Severus flinched away from her words as though he had been slapped, although he had no right to defend himself against her after how gravely he had injured her this evening. He did not answer, because he could see how much of her trust he had lost tonight with his ridiculous fears, and he could see how much he had hurt her.

But she deflated before his eyes, the anger – her only motivating force – dying with her speech. She turned away from him.

"I don't know what else to give you, Severus," she whispered brokenly. "You have everything that matters."

"I should not ask for more," he replied immediately, grasping at straws and hoping not to lose the only woman he had ever loved on this cold, horrid evening in February. "I was thoughtless, Hermione, and I treated you terribly.
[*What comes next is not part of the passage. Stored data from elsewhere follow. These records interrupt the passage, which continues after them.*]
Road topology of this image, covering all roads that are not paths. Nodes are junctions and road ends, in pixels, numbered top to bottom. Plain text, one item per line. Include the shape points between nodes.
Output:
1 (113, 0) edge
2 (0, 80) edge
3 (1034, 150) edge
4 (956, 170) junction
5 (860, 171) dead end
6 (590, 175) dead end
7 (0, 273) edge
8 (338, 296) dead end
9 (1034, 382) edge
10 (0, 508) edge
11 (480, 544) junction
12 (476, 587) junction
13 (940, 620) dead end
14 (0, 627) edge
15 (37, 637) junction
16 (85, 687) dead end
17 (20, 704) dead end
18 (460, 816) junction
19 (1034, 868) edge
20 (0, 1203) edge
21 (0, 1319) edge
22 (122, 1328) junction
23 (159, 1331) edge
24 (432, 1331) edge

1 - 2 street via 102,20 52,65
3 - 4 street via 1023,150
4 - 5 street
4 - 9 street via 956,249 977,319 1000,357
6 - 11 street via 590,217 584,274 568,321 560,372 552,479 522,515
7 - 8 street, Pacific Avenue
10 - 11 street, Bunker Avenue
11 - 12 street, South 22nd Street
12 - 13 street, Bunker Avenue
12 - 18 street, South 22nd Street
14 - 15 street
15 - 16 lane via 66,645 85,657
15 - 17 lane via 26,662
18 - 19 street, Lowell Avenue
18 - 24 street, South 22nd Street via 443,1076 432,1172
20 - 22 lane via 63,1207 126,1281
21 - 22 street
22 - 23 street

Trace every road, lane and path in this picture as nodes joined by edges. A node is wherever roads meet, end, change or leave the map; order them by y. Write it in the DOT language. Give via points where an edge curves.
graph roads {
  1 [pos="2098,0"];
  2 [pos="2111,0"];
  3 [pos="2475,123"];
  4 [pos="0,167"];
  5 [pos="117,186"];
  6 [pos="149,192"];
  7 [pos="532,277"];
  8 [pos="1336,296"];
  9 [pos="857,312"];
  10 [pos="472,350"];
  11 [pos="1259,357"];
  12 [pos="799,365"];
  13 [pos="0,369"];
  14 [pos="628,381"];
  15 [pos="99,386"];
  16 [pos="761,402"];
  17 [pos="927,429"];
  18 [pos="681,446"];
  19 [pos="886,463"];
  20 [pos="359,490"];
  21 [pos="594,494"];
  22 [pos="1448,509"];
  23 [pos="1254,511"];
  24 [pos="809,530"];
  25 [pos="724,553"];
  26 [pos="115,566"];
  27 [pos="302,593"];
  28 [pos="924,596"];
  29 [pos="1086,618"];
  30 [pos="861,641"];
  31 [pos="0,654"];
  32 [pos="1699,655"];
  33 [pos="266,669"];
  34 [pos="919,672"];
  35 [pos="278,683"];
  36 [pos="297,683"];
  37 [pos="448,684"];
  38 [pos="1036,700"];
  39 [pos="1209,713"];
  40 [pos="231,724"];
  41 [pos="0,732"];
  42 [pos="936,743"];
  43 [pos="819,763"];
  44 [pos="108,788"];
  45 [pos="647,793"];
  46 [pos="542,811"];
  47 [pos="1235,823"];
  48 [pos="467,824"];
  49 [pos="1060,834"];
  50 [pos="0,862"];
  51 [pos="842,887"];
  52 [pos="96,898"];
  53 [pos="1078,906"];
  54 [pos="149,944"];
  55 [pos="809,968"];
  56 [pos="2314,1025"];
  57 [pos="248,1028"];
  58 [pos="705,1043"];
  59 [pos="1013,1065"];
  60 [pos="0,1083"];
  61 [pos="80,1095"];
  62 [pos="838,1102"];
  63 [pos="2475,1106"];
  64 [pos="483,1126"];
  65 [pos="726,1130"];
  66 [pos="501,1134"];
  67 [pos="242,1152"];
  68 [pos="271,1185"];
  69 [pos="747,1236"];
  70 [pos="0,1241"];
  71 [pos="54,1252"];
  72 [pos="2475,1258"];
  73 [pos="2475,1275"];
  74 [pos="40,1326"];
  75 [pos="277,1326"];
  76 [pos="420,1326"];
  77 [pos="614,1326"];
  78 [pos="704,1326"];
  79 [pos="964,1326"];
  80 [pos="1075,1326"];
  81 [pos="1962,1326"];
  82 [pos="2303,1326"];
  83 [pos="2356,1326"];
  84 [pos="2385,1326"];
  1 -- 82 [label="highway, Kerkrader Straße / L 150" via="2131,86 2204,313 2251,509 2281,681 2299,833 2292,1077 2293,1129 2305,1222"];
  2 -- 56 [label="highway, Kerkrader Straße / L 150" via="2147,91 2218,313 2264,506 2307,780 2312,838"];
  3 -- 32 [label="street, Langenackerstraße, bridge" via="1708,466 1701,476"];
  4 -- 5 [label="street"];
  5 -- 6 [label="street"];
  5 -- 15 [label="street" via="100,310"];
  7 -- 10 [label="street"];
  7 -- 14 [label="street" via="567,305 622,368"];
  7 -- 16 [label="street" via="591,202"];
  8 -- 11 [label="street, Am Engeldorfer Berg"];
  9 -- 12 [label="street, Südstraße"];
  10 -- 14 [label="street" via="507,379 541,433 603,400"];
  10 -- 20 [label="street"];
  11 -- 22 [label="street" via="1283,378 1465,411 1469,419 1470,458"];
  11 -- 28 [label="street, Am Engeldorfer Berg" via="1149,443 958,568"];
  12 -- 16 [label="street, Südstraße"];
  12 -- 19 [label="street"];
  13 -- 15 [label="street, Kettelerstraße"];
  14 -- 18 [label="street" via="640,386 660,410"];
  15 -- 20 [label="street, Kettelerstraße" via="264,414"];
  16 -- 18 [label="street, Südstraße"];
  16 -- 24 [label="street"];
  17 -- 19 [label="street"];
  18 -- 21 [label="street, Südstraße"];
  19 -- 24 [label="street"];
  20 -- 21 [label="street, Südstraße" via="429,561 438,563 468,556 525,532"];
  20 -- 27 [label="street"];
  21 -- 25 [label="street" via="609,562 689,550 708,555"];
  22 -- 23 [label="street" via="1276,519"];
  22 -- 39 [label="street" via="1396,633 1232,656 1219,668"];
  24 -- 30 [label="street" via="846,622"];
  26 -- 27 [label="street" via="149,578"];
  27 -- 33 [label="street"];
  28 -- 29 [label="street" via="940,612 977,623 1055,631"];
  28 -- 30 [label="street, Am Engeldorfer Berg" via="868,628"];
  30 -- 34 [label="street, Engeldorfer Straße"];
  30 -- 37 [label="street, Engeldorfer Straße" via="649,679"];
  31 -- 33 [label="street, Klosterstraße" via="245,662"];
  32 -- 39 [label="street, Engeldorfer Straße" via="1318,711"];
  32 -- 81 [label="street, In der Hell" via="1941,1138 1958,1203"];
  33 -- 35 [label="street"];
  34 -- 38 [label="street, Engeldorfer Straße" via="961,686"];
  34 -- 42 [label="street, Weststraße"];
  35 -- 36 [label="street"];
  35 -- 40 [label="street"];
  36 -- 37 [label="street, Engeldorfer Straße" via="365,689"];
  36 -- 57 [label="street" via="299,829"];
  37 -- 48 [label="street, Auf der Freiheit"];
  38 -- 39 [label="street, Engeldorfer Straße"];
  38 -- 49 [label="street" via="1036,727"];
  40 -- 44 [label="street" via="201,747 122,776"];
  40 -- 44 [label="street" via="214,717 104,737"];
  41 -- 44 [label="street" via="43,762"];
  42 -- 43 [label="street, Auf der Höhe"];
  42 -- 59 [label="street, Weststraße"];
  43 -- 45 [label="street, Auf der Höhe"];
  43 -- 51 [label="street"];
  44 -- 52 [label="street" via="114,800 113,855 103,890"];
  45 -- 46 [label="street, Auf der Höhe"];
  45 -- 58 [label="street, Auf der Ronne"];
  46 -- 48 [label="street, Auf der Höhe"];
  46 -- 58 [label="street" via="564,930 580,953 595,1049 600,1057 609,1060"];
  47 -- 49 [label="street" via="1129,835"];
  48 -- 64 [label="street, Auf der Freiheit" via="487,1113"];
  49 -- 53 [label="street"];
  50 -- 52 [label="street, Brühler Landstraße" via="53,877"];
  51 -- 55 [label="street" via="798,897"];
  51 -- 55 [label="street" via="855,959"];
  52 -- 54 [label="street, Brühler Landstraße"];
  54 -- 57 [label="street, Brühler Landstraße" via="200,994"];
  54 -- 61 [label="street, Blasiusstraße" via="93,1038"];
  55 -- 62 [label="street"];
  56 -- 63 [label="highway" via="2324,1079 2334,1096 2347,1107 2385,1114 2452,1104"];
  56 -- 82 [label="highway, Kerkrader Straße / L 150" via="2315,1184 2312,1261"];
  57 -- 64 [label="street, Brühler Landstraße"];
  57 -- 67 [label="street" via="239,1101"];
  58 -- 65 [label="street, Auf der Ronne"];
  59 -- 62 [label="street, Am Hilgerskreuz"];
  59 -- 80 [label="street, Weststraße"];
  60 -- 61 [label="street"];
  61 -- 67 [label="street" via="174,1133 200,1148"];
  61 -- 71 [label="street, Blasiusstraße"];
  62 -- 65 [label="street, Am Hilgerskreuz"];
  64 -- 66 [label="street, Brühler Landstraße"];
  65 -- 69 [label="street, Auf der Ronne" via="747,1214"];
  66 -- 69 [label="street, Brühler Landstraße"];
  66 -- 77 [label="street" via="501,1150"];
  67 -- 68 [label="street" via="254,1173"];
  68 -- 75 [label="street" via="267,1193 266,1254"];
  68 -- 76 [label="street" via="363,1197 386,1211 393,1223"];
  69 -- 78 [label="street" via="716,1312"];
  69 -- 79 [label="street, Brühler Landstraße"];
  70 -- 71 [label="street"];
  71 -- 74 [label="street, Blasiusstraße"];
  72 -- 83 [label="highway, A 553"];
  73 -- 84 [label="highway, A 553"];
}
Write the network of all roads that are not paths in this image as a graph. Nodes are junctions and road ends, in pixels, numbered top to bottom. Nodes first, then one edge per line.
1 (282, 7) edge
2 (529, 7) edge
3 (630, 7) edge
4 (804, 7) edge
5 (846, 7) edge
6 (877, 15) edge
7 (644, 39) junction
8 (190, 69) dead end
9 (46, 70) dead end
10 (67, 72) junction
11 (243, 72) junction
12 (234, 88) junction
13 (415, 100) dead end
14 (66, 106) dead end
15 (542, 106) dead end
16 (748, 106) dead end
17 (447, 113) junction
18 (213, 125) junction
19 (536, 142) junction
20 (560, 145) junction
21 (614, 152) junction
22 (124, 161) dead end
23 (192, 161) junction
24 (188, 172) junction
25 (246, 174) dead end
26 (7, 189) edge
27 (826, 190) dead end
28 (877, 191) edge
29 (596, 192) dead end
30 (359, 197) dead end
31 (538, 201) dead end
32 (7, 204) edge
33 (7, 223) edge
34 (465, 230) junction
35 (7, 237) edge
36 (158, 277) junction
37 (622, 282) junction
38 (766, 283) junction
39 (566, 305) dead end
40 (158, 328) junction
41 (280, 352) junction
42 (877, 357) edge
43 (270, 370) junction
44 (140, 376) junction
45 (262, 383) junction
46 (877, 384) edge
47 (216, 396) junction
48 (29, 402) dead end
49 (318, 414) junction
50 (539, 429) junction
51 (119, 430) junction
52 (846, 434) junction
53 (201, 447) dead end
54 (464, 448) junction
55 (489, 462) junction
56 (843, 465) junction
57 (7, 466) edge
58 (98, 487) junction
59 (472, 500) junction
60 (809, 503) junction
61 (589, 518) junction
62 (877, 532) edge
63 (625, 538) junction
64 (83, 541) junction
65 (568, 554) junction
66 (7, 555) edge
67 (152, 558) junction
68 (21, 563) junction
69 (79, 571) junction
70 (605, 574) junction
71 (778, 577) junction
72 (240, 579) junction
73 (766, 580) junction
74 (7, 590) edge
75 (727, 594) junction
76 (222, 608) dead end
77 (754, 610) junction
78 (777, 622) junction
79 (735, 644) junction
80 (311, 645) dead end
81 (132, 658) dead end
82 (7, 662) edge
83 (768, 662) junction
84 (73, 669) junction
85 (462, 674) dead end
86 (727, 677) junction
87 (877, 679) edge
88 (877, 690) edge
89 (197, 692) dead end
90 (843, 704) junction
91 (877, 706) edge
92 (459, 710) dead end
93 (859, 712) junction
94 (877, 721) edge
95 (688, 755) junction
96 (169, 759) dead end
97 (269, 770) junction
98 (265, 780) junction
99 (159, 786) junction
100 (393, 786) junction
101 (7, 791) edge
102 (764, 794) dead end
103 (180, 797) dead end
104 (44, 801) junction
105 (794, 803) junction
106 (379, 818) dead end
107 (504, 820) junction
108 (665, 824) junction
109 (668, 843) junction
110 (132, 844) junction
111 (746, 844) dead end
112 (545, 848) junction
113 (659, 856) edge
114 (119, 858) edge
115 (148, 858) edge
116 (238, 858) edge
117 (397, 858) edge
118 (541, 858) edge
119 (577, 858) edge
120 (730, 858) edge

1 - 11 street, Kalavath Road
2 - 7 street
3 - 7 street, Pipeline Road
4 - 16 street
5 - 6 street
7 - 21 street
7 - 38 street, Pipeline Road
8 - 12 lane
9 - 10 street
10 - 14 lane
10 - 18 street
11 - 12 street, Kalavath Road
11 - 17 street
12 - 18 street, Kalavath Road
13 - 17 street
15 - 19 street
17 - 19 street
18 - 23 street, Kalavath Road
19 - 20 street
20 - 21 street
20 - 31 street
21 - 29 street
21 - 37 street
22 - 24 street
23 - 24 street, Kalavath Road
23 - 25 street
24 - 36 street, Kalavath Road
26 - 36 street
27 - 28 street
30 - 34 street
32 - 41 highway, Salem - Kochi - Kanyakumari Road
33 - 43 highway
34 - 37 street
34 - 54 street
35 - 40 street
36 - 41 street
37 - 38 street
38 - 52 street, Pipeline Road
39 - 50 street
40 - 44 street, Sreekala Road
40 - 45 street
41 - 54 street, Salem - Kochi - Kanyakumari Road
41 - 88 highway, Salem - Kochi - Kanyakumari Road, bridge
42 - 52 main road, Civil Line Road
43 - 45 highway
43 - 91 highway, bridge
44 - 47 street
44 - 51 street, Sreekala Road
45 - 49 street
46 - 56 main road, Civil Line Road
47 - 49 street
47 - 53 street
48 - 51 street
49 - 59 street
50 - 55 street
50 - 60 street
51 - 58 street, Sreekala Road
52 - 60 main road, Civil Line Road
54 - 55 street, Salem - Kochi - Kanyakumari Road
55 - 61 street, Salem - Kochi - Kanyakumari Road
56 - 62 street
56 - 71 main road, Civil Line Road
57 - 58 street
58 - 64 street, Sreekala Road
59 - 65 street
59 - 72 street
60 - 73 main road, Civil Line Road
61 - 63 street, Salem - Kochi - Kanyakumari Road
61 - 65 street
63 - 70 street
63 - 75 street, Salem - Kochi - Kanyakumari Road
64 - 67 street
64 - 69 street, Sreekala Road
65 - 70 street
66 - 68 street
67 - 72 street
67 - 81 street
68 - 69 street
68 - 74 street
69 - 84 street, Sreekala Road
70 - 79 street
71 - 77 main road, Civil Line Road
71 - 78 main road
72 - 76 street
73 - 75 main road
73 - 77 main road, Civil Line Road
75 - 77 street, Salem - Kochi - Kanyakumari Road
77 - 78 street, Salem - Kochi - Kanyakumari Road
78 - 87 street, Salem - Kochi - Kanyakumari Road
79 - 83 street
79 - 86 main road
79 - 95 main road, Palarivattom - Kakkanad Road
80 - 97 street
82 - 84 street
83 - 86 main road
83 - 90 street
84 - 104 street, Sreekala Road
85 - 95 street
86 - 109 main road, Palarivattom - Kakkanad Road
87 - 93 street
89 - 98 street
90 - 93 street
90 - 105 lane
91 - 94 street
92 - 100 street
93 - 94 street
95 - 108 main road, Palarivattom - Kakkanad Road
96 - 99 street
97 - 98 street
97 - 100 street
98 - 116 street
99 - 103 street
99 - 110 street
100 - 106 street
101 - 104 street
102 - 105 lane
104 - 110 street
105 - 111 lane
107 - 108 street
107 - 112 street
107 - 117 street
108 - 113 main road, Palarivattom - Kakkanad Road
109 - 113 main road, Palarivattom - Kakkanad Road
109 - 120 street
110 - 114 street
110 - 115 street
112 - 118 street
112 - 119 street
I have no right to explain, but it just… hurt that you would not tell them."

"They would have tainted it," she said quietly, still not looking at him, and he could still hear the tears in her voice. "You doubt my affections for you; you doubt everything that we've ever shared, I now realize, so perhaps it had already been tainted. But I foolishly lived, for this little, wonderful while, in a place where I could love and be loved; a place where I was welcome, and a place that felt warm and washed away every stress I could feel. It was tender and sweet and all that I'd dreamt of. And it was mine, Severus. At the time, I thought it was ours – and I didn't want anyone to take it from us. I was selfish," she murmured self-deprecatingly, "and clearly oblivious to the actuality of the world, but I was happy. And when I wasn't, I could return during the nights to someone who could hold me in silence and make the world brighter. And they would have tainted that place for me, Severus. Can you understand that?" She pleaded desperately, turning to him finally, and the heartbreak and devastation that showed in her eyes and fell with her tears nearly undid him.

"Yes," he rasped.

She nodded, seemingly accepting the mess that this night had become, accepting her pain and his perceived (and projected, Severus thought bitterly) low opinion of her.

"I'm sorry," she said quietly.

He wanted to sputter in his confusion. She was apologizing? After all that he had said, after the pain and grief that he had caused her tonight with his careless, biting words, she was apologizing?

"If it was your pride that I hurt, Severus, I never intended to," she whispered. "And if it was your heart that I hurt, I'm so very sorry, as I only ever intended to care for and protect it. I don't suppose it means anything," she smiled sadly, her teary eyes connecting with his only briefly before fluttering away in shame, "but I do love you, Severus, and I wish you only the greatest happiness."

She turned towards the door, forgetting her scarf and jacket on the coatrack, and like the fool that he was, Severus Snape could only stand in his stupor and watch her leave.